An open API service indexing awesome lists of open source software.

https://github.com/tallesl/text-kitchen-sink

Pre-processing text for future cool stuff
https://github.com/tallesl/text-kitchen-sink

Last synced: about 2 months ago
JSON representation

Pre-processing text for future cool stuff

Awesome Lists containing this project

README

        

# Text Kitchen Sink

Pre-processing text for future cool stuff.

## .xxx to .txt

`.pdf` to `.txt`:

```
$ sudo apt install poppler-utils
$ for f in *.pdf; do echo "Processing $f"; pdftotext "$f"; done
```

`.mobi` to `.txt`:

```
$ sudo apt install calibre
$ for f in *.mobi; do echo "Processing $f"; ebook-convert "$f" "${f%.mobi}.txt"; done
```

`.prc` to `.txt`:

```
$ sudo apt install calibre
$ for f in *.prc; do echo "Processing $f"; ebook-convert "$f" "${f%.prc}.txt"; done
```

## .txt

From utf-8 to latin-1:

```
$ cat utf8.txt | iconv -c -f UTF-8 -t ISO-8859-1//IGNORE > latin1.txt
```

Concatenation:

```
$ cat *.txt > all.txt
```

Pre-processing:

```
$ chmod +x no-extra-spaces.py en-only.py # or pt-only.py
$ cat all.txt | ./en-only.py | ./no-extra-spaces.py | ./lower.py > preprocessed.txt
```

Statistics:

```
characters: 741
lines: 4
words: 140
unique words: 84

most frequent words:
• is: 8
• the: 8
• and: 6
• it: 6
• its: 5
• charmander: 4
• a: 4
• pokemon: 4
• when: 4
• in: 3
```

## crawled .html to scraped .csv

Directory search and flattening:

```
$ chmod +x find-and-flatten.py
$ ./find-and-flatten.py 'crawled_forum/' 'flattened_directory/' 'thread-*.html'
```

File sampling:

```
$ chmod +x sample-files.py
$ ./sample-files.py 'crawled_forum/' 'crawled_samples/' 15
```

Scraping to `.csv`:

```
$ chmod +x scrap_to_csv.py
$ pip install beautifulsoup4 tdqm
$ ./scrap-to-csv.py 'crawled_forum/' '.postbody div'
$ head -n 1 scrap.csv
uuid,directory,file,content
```

Scraping recipe:

1. Inspect the filepaths looking for a common pattern (`find crawled.com/ | vim -`).
1. [Find the files and flat the directory](#directory-search-and-flattening).
1. [Take some samples](#file-sampling).
1. Inspect the HTML samples looking for what to extract, figuring it out what CSS selector will do the job.
1. [Scrap the samples to .csv](#scraping-to-csv).
1. Inspect the .csv, check if it looks correct.
1. If yes, now scrap again but this time on all the crawled pages.
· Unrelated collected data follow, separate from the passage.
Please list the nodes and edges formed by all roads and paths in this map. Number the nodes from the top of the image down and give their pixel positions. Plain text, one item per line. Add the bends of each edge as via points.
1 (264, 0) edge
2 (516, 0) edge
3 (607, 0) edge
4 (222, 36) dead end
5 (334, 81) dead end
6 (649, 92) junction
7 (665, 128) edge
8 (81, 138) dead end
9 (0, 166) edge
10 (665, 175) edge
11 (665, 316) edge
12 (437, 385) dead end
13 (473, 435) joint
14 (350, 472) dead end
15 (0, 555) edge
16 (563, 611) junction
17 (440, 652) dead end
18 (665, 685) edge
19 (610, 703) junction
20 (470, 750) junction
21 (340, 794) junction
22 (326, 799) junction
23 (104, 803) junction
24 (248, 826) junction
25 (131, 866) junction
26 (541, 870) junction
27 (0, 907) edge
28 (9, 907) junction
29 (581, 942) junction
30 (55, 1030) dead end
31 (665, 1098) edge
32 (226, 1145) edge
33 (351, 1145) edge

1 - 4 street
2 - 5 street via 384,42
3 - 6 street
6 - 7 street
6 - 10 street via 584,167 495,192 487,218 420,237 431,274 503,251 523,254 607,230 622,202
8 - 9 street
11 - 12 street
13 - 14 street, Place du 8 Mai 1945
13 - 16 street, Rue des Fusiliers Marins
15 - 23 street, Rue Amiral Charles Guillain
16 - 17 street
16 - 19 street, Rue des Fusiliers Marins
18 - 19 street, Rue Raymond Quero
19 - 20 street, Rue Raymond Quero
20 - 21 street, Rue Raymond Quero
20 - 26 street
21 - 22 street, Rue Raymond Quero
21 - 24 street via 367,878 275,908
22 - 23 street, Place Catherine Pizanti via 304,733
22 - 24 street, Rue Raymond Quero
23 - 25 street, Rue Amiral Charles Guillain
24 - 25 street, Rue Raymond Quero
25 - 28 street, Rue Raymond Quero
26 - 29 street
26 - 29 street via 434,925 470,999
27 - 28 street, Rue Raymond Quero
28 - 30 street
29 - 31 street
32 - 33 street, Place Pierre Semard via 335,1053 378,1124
If not, back to figuring it out the CSS selector.

## .csv cleanup

Counting rows:

```
$ sudo apt install csvkit
$ csvstat --count scrap.csv
```

Viewing "content" column only:

```
$ sudo apt install csvkit
$ cat scrap.csv | csvcut -c 4 --maxfieldsize 999999 | less
```

Use sed to remove any line containing things such as "CRITEO TAG", "upload picture", ".jpg", etc:

```
$ sed -i '/FISHY STRING GOES HERE$/d' scrap.csv
```

Using sed to remove extension:

```
$ sed -E -i '
/\.html/ { # match ".html"
s/\.html// # remove ".html"
}' scrap.csv
```

Use sed to remove query string:

```
$ sed -E -i '
/viewtopic\.php\?/ { # match "viewtopic.php?"
s/\?.*?,/,/ # remove from "?" up to the next ","
}' scrap.csv
```

Checking if the file is well-formed:

```
$ sudo apt install csvkit
$ csvclean -n scrap.csv
```

Deduping rows by "content" column:

```
$ ./dedupe-by-content.py scrap.csv > deduped.csv
```